> _Source data_:

+ + + + + + +

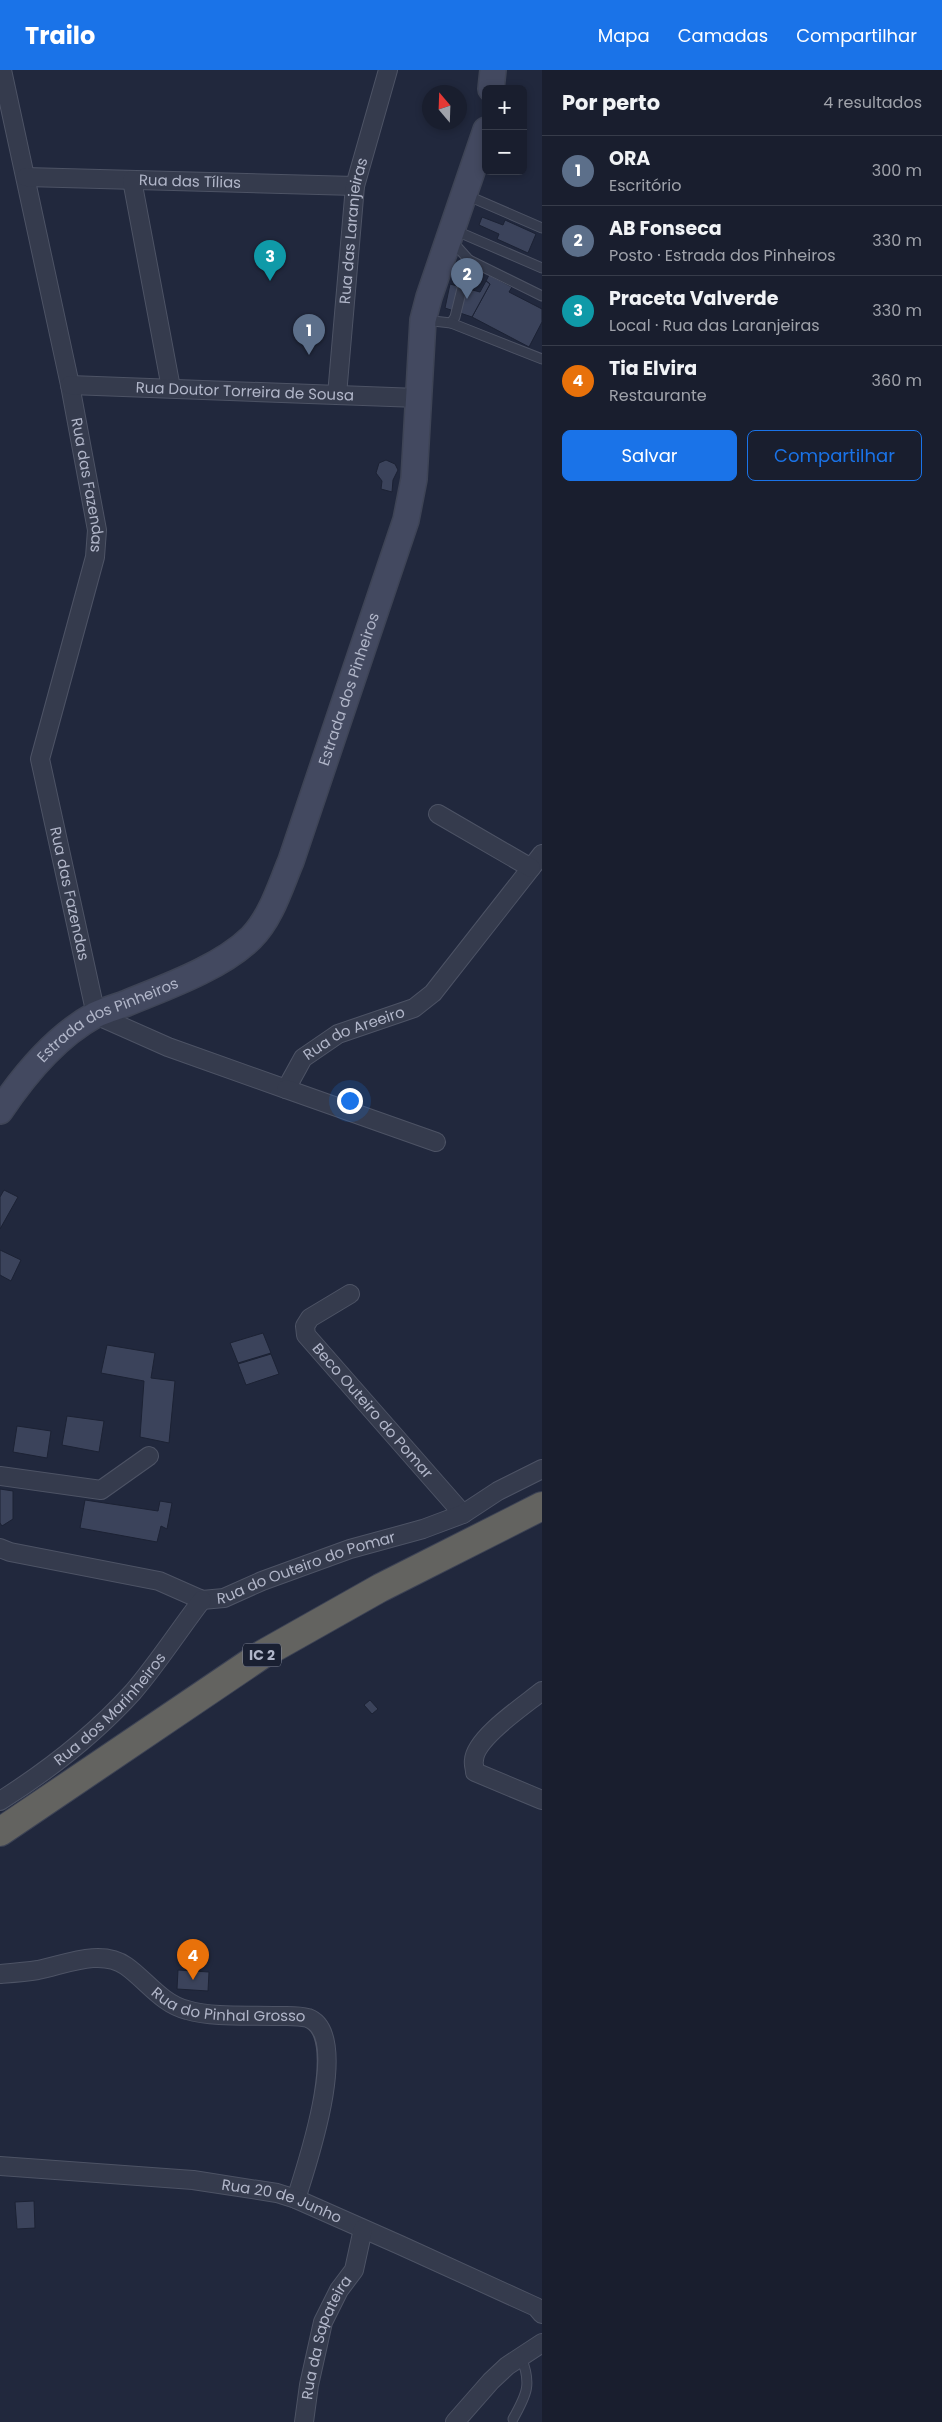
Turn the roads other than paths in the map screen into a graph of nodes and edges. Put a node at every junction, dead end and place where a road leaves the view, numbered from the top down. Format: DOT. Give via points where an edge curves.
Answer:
graph roads {
  1 [pos="2,70"];
  2 [pos="388,70"];
  3 [pos="493,70"];
  4 [pos="491,85"];
  5 [pos="482,142"];
  6 [pos="26,177"];
  7 [pos="132,180"];
  8 [pos="355,186"];
  9 [pos="464,194"];
  10 [pos="542,228"];
  11 [pos="450,233"];
  12 [pos="469,260"];
  13 [pos="542,268"];
  14 [pos="542,296"];
  15 [pos="423,320"];
  16 [pos="451,322"];
  17 [pos="542,359"];
  18 [pos="70,385"];
  19 [pos="171,388"];
  20 [pos="337,395"];
  21 [pos="418,398"];
  22 [pos="438,814"];
  23 [pos="536,861"];
  24 [pos="96,1015"];
  25 [pos="286,1089"];
  26 [pos="0,1111"];
  27 [pos="436,1142"];
  28 [pos="350,1294"];
  29 [pos="149,1456"];
  30 [pos="542,1469"];
  31 [pos="0,1476"];
  32 [pos="542,1506"];
  33 [pos="463,1514"];
  34 [pos="542,1525"];
  35 [pos="0,1548"];
  36 [pos="202,1600"];
  37 [pos="542,1691"];
  38 [pos="542,1800"];
  39 [pos="0,1801"];
  40 [pos="0,1832"];
  41 [pos="0,1850"];
  42 [pos="0,1974"];
  43 [pos="0,2166"];
  44 [pos="296,2199"];
  45 [pos="363,2229"];
  46 [pos="540,2307"];
  47 [pos="542,2343"];
  48 [pos="530,2355"];
  49 [pos="513,2418"];
  50 [pos="304,2422"];
  51 [pos="455,2422"];
  1 -- 6 [label="street, Rua das Fazendas"];
  2 -- 8 [label="street, Rua das Laranjeiras"];
  3 -- 4 [label="main road"];
  5 -- 9 [label="main road, Estrada dos Pinheiros"];
  6 -- 7 [label="street, Rua das Tílias"];
  6 -- 18 [label="street, Rua das Fazendas"];
  7 -- 8 [label="street, Rua das Tílias"];
  7 -- 19 [label="street"];
  8 -- 20 [label="street, Rua das Laranjeiras"];
  9 -- 10 [label="lane"];
  9 -- 11 [label="main road, Estrada dos Pinheiros"];
  11 -- 12 [label="lane"];
  11 -- 13 [label="lane"];
  11 -- 15 [label="main road, Estrada dos Pinheiros"];
  12 -- 14 [label="lane"];
  12 -- 16 [label="lane" via="457,312"];
  15 -- 16 [label="lane"];
  15 -- 21 [label="main road, Estrada dos Pinheiros"];
  16 -- 17 [label="lane"];
  18 -- 19 [label="street, Rua Doutor Torreira de Sousa"];
  18 -- 24 [label="street, Rua das Fazendas" via="97,530 95,557 40,759"];
  19 -- 20 [label="street, Rua Doutor Torreira de Sousa"];
  20 -- 21 [label="street, Rua Doutor Torreira de Sousa"];
  21 -- 24 [label="main road, Estrada dos Pinheiros" via="414,479 400,541 291,862 265,919 243,945 219,961"];
  22 -- 23 [label="street"];
  23 -- 25 [label="street, Rua do Areeiro" via="434,993 414,1008 338,1034 303,1058"];
  24 -- 25 [label="street" via="168,1047"];
  24 -- 26 [label="main road, Estrada dos Pinheiros" via="72,1031 41,1061"];
  25 -- 27 [label="street"];
  28 -- 33 [label="street, Beco Outeiro do Pomar" via="310,1318 305,1326 306,1335"];
  29 -- 31 [label="street" via="101,1490"];
  30 -- 33 [label="street, Rua do Outeiro do Pomar" via="498,1491"];
  32 -- 40 [label="highway, IC 2" via="380,1588 263,1654"];
  33 -- 36 [label="street, Rua do Outeiro do Pomar" via="350,1549 224,1598"];
  34 -- 41 [label="highway, IC 2" via="385,1604 254,1680"];
  35 -- 36 [label="street, Rua do Outeiro do Pomar" via="159,1581"];
  36 -- 39 [label="street, Rua dos Marinheiros" via="134,1690 91,1734 38,1778"];
  37 -- 38 [label="street" via="481,1743 473,1759 475,1772"];
  42 -- 44 [label="street, Rua do Pinhal Grosso" via="75,1960 112,1960 125,1965 166,2000 185,2010 298,2016 322,2028 327,2047 319,2120"];
  43 -- 44 [label="street, Rua 20 de Junho" via="193,2180"];
  44 -- 45 [label="street, Rua 20 de Junho"];
  45 -- 46 [label="street, Rua 20 de Junho"];
  45 -- 50 [label="street, Rua da Sapateira" via="354,2270 339,2290 323,2322"];
  47 -- 48 [label="street"];
  48 -- 49 [label="lane" via="527,2390"];
  48 -- 51 [label="street" via="491,2381"];
}
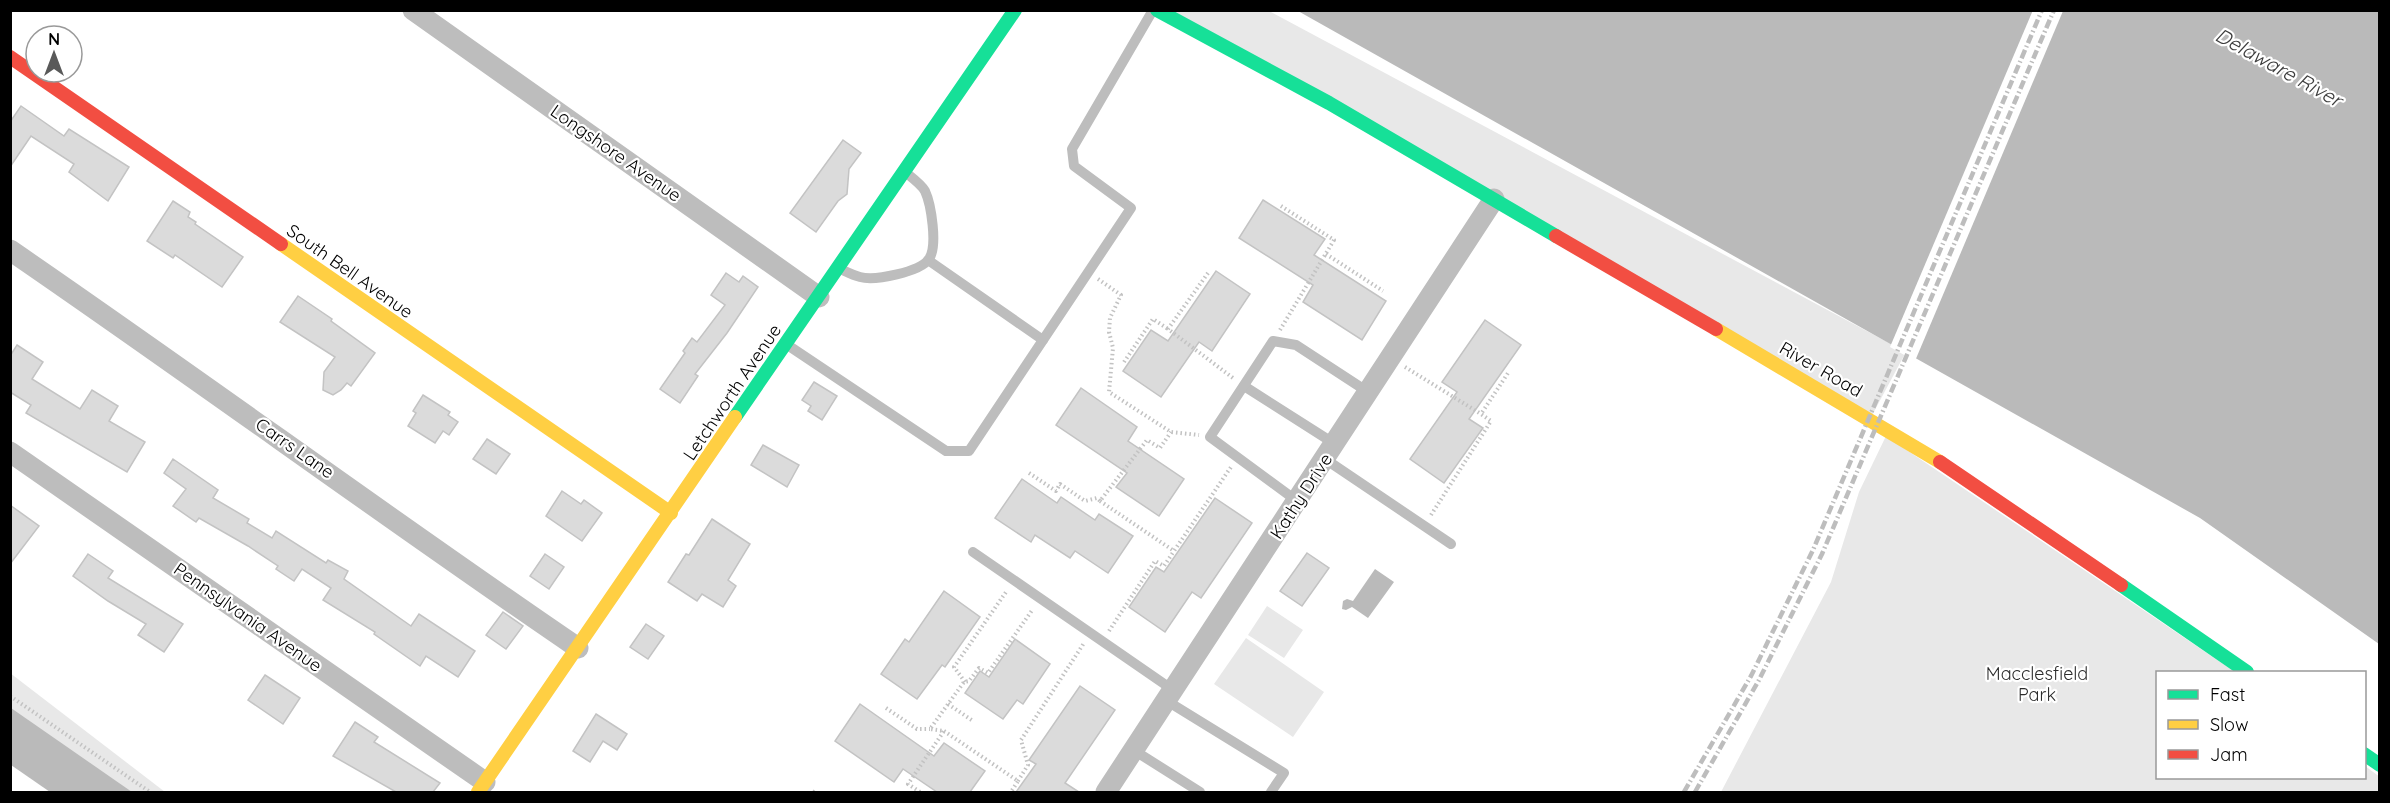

+ + + + + + +

> _Task instructions_: Please repeat the entries above exactly, leaving out any pictures.

> _Output of the exercise_:
Turn the roads other than paths in the map screen into a graph of nodes and edges. Put a node at every junction, dead end and place where a road leaves the view, numbered from the top down. Format: DOT. Give via points where an edge curves.
Answer:
graph roads {
  1 [pos="2,70"];
  2 [pos="388,70"];
  3 [pos="493,70"];
  4 [pos="491,85"];
  5 [pos="482,142"];
  6 [pos="26,177"];
  7 [pos="132,180"];
  8 [pos="355,186"];
  9 [pos="464,194"];
  10 [pos="542,228"];
  11 [pos="450,233"];
  12 [pos="469,260"];
  13 [pos="542,268"];
  14 [pos="542,296"];
  15 [pos="423,320"];
  16 [pos="451,322"];
  17 [pos="542,359"];
  18 [pos="70,385"];
  19 [pos="171,388"];
  20 [pos="337,395"];
  21 [pos="418,398"];
  22 [pos="438,814"];
  23 [pos="536,861"];
  24 [pos="96,1015"];
  25 [pos="286,1089"];
  26 [pos="0,1111"];
  27 [pos="436,1142"];
  28 [pos="350,1294"];
  29 [pos="149,1456"];
  30 [pos="542,1469"];
  31 [pos="0,1476"];
  32 [pos="542,1506"];
  33 [pos="463,1514"];
  34 [pos="542,1525"];
  35 [pos="0,1548"];
  36 [pos="202,1600"];
  37 [pos="542,1691"];
  38 [pos="542,1800"];
  39 [pos="0,1801"];
  40 [pos="0,1832"];
  41 [pos="0,1850"];
  42 [pos="0,1974"];
  43 [pos="0,2166"];
  44 [pos="296,2199"];
  45 [pos="363,2229"];
  46 [pos="540,2307"];
  47 [pos="542,2343"];
  48 [pos="530,2355"];
  49 [pos="513,2418"];
  50 [pos="304,2422"];
  51 [pos="455,2422"];
  1 -- 6 [label="street, Rua das Fazendas"];
  2 -- 8 [label="street, Rua das Laranjeiras"];
  3 -- 4 [label="main road"];
  5 -- 9 [label="main road, Estrada dos Pinheiros"];
  6 -- 7 [label="street, Rua das Tílias"];
  6 -- 18 [label="street, Rua das Fazendas"];
  7 -- 8 [label="street, Rua das Tílias"];
  7 -- 19 [label="street"];
  8 -- 20 [label="street, Rua das Laranjeiras"];
  9 -- 10 [label="lane"];
  9 -- 11 [label="main road, Estrada dos Pinheiros"];
  11 -- 12 [label="lane"];
  11 -- 13 [label="lane"];
  11 -- 15 [label="main road, Estrada dos Pinheiros"];
  12 -- 14 [label="lane"];
  12 -- 16 [label="lane" via="457,312"];
  15 -- 16 [label="lane"];
  15 -- 21 [label="main road, Estrada dos Pinheiros"];
  16 -- 17 [label="lane"];
  18 -- 19 [label="street, Rua Doutor Torreira de Sousa"];
  18 -- 24 [label="street, Rua das Fazendas" via="97,530 95,557 40,759"];
  19 -- 20 [label="street, Rua Doutor Torreira de Sousa"];
  20 -- 21 [label="street, Rua Doutor Torreira de Sousa"];
  21 -- 24 [label="main road, Estrada dos Pinheiros" via="414,479 400,541 291,862 265,919 243,945 219,961"];
  22 -- 23 [label="street"];
  23 -- 25 [label="street, Rua do Areeiro" via="434,993 414,1008 338,1034 303,1058"];
  24 -- 25 [label="street" via="168,1047"];
  24 -- 26 [label="main road, Estrada dos Pinheiros" via="72,1031 41,1061"];
  25 -- 27 [label="street"];
  28 -- 33 [label="street, Beco Outeiro do Pomar" via="310,1318 305,1326 306,1335"];
  29 -- 31 [label="street" via="101,1490"];
  30 -- 33 [label="street, Rua do Outeiro do Pomar" via="498,1491"];
  32 -- 40 [label="highway, IC 2" via="380,1588 263,1654"];
  33 -- 36 [label="street, Rua do Outeiro do Pomar" via="350,1549 224,1598"];
  34 -- 41 [label="highway, IC 2" via="385,1604 254,1680"];
  35 -- 36 [label="street, Rua do Outeiro do Pomar" via="159,1581"];
  36 -- 39 [label="street, Rua dos Marinheiros" via="134,1690 91,1734 38,1778"];
  37 -- 38 [label="street" via="481,1743 473,1759 475,1772"];
  42 -- 44 [label="street, Rua do Pinhal Grosso" via="75,1960 112,1960 125,1965 166,2000 185,2010 298,2016 322,2028 327,2047 319,2120"];
  43 -- 44 [label="street, Rua 20 de Junho" via="193,2180"];
  44 -- 45 [label="street, Rua 20 de Junho"];
  45 -- 46 [label="street, Rua 20 de Junho"];
  45 -- 50 [label="street, Rua da Sapateira" via="354,2270 339,2290 323,2322"];
  47 -- 48 [label="street"];
  48 -- 49 [label="lane" via="527,2390"];
  48 -- 51 [label="street" via="491,2381"];
}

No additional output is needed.